One of my pipe dreams is to do a weekend bikepacking trip. Where my destination will be I don't have that worked out yet. But I was wondering if anyone out there has rigged up racks and panniers to their full suspension bike. I have a Yeti 575 and the only type of rear rack I have seen for a FS bike is one that attaches to the seatpost only. And I haven't found anything for a front fork yet (I have a 130 Vanilla). I'd like to keep my total gear weight under 30 pounds at the most for 2-3 days. And believe me I've already thought of getting a B.O.B.


----------



## DirtDad (May 12, 2002)

*A few options*

You can go with Headlands/Old Man Mountain racks that are designed for what you want to do. Delta makes a "disc rack" that may fit in the rear. All may require some straps/clamps around the frame in various places for mount spots. Arkel make some nice bags that are meant for mountain bikes - they are taller but not so long so you have more ankle clerance.


----------



## sutherland (Apr 5, 2006)

another option, is to get a seatpost rack with extensions along the side that prevent the panniers from swinging in/out.

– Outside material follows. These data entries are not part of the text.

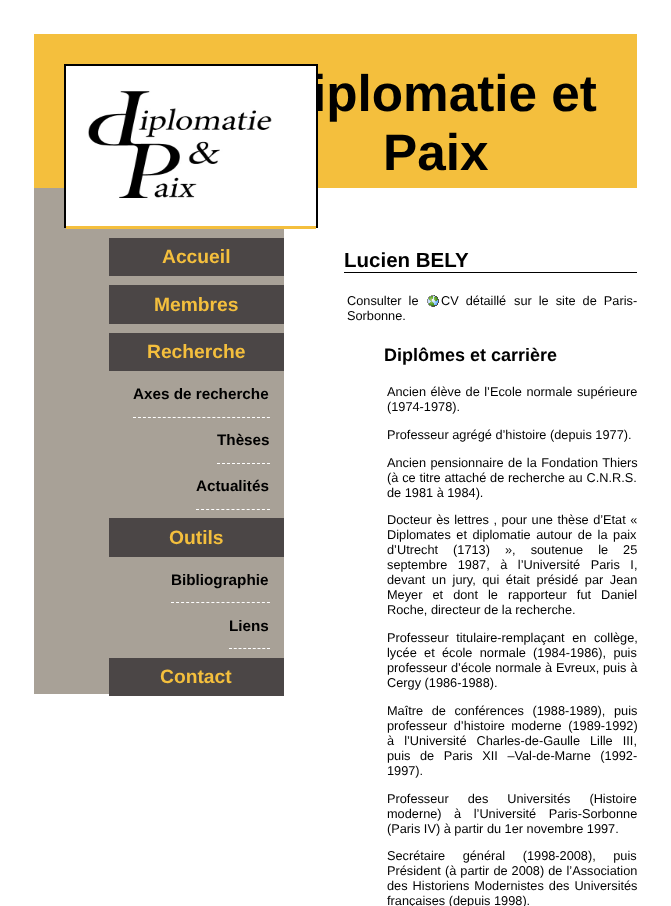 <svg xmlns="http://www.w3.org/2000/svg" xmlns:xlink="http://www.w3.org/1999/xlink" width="671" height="906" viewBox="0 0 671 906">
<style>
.cls-1{font:bold 51.25px Liberation Sans;fill:#000000}
.cls-2{font:bold 19.25px Liberation Sans;fill:#f4bf3d}
.cls-3{font:bold 15.25px Liberation Sans;fill:#000000}
.cls-4{font:bold 20.5px Liberation Sans;fill:#000000}
.cls-5{font:12.75px Liberation Sans;fill:#000000}
.cls-6{font:bold 18px Liberation Sans;fill:#000000}
</style>
<rect width="100%" height="100%" fill="#ffffff"/>
<rect fill="#f4bf3d" x="34" y="34" width="603" height="154"/>
<rect fill="#a8a197" x="34" y="188" width="250" height="506"/>
<rect fill="none" stroke="#000000" stroke-width="2" x="65" y="65" width="252" height="162"/>
<rect fill="#f4bf3d" x="66" y="226" width="250" height="3"/>
<rect fill="#4b4646" x="109" y="238" width="175" height="38"/>
<rect fill="#4b4646" x="109" y="285" width="175" height="39"/>
<rect fill="#4b4646" x="109" y="333" width="175" height="38"/>
<path fill="none" stroke="#ffffff" stroke-dasharray="3 1.96" d="M133 417.5H270"/>
<path fill="none" stroke="#ffffff" stroke-dasharray="3 2" d="M217 463.5H270"/>
<path fill="none" stroke="#ffffff" stroke-dasharray="3 2.07" d="M196 509.5H270"/>
<rect fill="#4b4646" x="109" y="518" width="175" height="39"/>
<path fill="none" stroke="#ffffff" stroke-dasharray="3 2.05" d="M171 602.5H270"/>
<path fill="none" stroke="#ffffff" stroke-dasharray="3 1.75" d="M229 648.5H270"/>
<rect fill="#4b4646" x="109" y="658" width="175" height="38"/>
<rect fill="#000000" x="344" y="272" width="293" height="1"/>
<image xlink:href="image1.png" x="427" y="295" width="12" height="12"/>
<text class="cls-1" x="312" y="111">iplomatie et</text>
<image xlink:href="image0.png" x="66" y="66" width="250" height="160"/>
<text class="cls-1" x="383" y="170">Paix</text>
<text class="cls-2" x="162" y="263">Accueil</text>
<text class="cls-2" x="154" y="311">Membres</text>
<text class="cls-2" x="147" y="358">Recherche</text>
<text class="cls-3" x="133" y="399">Axes de recherche</text>
<text class="cls-3" x="217" y="445">Thèses</text>
<text class="cls-3" x="196" y="491">Actualités</text>
<text class="cls-2" x="169" y="544">Outils</text>
<text class="cls-3" x="171" y="585">Bibliographie</text>
<text class="cls-3" x="229" y="631">Liens</text>
<text class="cls-2" x="160" y="683">Contact</text>
<text class="cls-4" x="344" y="267">Lucien BELY</text>
<text class="cls-5" x="347" y="305" word-spacing="3.5">Consulter le</text>
<text class="cls-5" x="441" y="305" word-spacing="3.5">CV détaillé</text>
<text class="cls-5" x="514" y="305" word-spacing="3.5">sur le site de Paris-</text>
<text class="cls-5" x="347" y="320">Sorbonne.</text>
<text class="cls-6" x="384" y="361">Diplômes et carrière</text>
<text class="cls-5"><tspan x="387" y="396" word-spacing="1">Ancien élève de l’Ecole normale supérieure</tspan><tspan x="387" y="411">(1974-1978).</tspan></text>
<text class="cls-5" x="387" y="439">Professeur agrégé d’histoire (depuis 1977).</text>
<text class="cls-5"><tspan x="387" y="467" word-spacing="1">Ancien pensionnaire de la Fondation Thiers</tspan><tspan x="387" y="482" word-spacing="0.25">(à ce titre attaché de recherche au C.N.R.S.</tspan><tspan x="387" y="497">de 1981 à 1984).</tspan></text>
<text class="cls-5"><tspan x="387" y="524" word-spacing="1">Docteur ès lettres , pour une thèse d’Etat «</tspan><tspan x="387" y="539" word-spacing="2">Diplomates et diplomatie autour de la paix</tspan><tspan x="387" y="554" word-spacing="11.5">d’Utrecht (1713) », soutenue le 25</tspan><tspan x="387" y="569" word-spacing="7">septembre 1987, à l’Université Paris I,</tspan><tspan x="387" y="584" word-spacing="3">devant un jury, qui était présidé par Jean</tspan><tspan x="387" y="599" word-spacing="6.5">Meyer et dont le rapporteur fut Daniel</tspan><tspan x="387" y="614">Roche, directeur de la recherche.</tspan></text>
<text class="cls-5"><tspan x="387" y="642" word-spacing="4">Professeur titulaire-remplaçant en collège,</tspan><tspan x="387" y="657" word-spacing="3.75">lycée et école normale (1984-1986), puis</tspan><tspan x="387" y="672" word-spacing="0.25">professeur d’école normale à Evreux, puis à</tspan><tspan x="387" y="687">Cergy (1986-1988).</tspan></text>
<text class="cls-5"><tspan x="387" y="715" word-spacing="5">Maître de conférences (1988-1989), puis</tspan><tspan x="387" y="730" word-spacing="3">professeur d’histoire moderne (1989-1992)</tspan><tspan x="387" y="745" word-spacing="6.5">à l’Université Charles-de-Gaulle Lille III,</tspan><tspan x="387" y="760" word-spacing="6">puis de Paris XII –Val-de-Marne (1992-</tspan><tspan x="387" y="775">1997).</tspan></text>
<text class="cls-5"><tspan x="387" y="803" word-spacing="15.5">Professeur des Universités (Histoire</tspan><tspan x="387" y="818" word-spacing="9">moderne) à l’Université Paris-Sorbonne</tspan><tspan x="387" y="833">(Paris IV) à partir du 1er novembre 1997.</tspan></text>
<text class="cls-5"><tspan x="387" y="860" word-spacing="14">Secrétaire général (1998-2008), puis</tspan><tspan x="387" y="875" word-spacing="0.5">Président (à partir de 2008) de l’Association</tspan><tspan x="387" y="890" word-spacing="1.5">des Historiens Modernistes des Universités</tspan><tspan x="387" y="905">françaises (depuis 1998).</tspan></text>
</svg>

http://www.performancebike.com/shop/profile.cfm?SKU=19330&subcategory_ID=2325

i had to opt for this option as well. the only draw back with seatpost racks, they usually only have a 20-25 max capacity.


----------



## Michael Thomas (Feb 18, 2013)

Another option for panniers on full suspension biles: the Thule Pack & Pedal Tour Rack:

Thule Pack n Pedal Tour Rack - Thule

which attaches to the swing arm without any connection to the main frame.

I was able to modify this one to also accept the Topeak Trunk Bags we use on our hardtail and road bikes:

Topeak® Cycling Accessories ? Products - MTX TrunkBag EX

by attaching the Topeak mounting rail to the top of the Thule Rack:









One of the nice things about the Thule rack is that allows the panniers to sit far enough back to provide generous heel clearance.


----------



## PerthMTB (May 2, 2011)

Having been on a trip where two of us had panniers and two of us trailers, I'd say your instinct to get a BOB was spot on. Even if you solve the mounting issue with a seatpost or chainstay mount, the weight still affects the rear suspension characteristics. Also panniers give you a higher centre of gravity and concentrate most of the weight on the rear wheel, both of which can be disastrous in soft sand or mud! A trailer on the other hand gives you a much lower COG and spreads the weight over two wheels (your rear wheel and the trailer wheel).

Trailers do have their downsides when negotiating tight corners or trying to get over logs, but on balance I definitely prefer trailers for offroad touring. Also, having tried both, I'd add that a suspension trailer like the Ibex isn't much of an advantage over a rigid one like the Yak or Topeak Journeyman.

I hired a trailer for my first trip, so maybe check if you can do likewise where you are based.

Not my photo, just one I borrowed of the web, but gives you the general idea...


----------



## Procter (Feb 3, 2012)

Zombie alert!


----------



## vikb (Sep 7, 2008)

Procter said:


> Zombie alert!


** sigh **


----------



## SimpleJon (Mar 28, 2011)

I had a 26er Epic FSR , the topeak MTX seat post rack with even moderately low loads of 12lbs ish in the trunk bag messed up the bike balance and no amount of tweaking the brain really helped, it was really easy to wash out the front wheel. I tried out a borrowed Freeloader on the sus fork(now thule pack and pedal) this helped stabilise the front with the mtx rack on the rear and the bike handling was better. I still didn't like the feel or handling of that bike with racks at all, my Karate Monkey feels very similar handling wise loaded or not. 
Maybe visit a few local shops and see if you can get a weekend hire / loan of the pack and pedal or trailer. For 2 or 3 days and less than 30lb a bag arrangement and small backpack may work best. I think a trailer is overkill, they come into their own when you have a lot of kit to haul. Plus if you are planning on anything technical you may find it restrictive


----------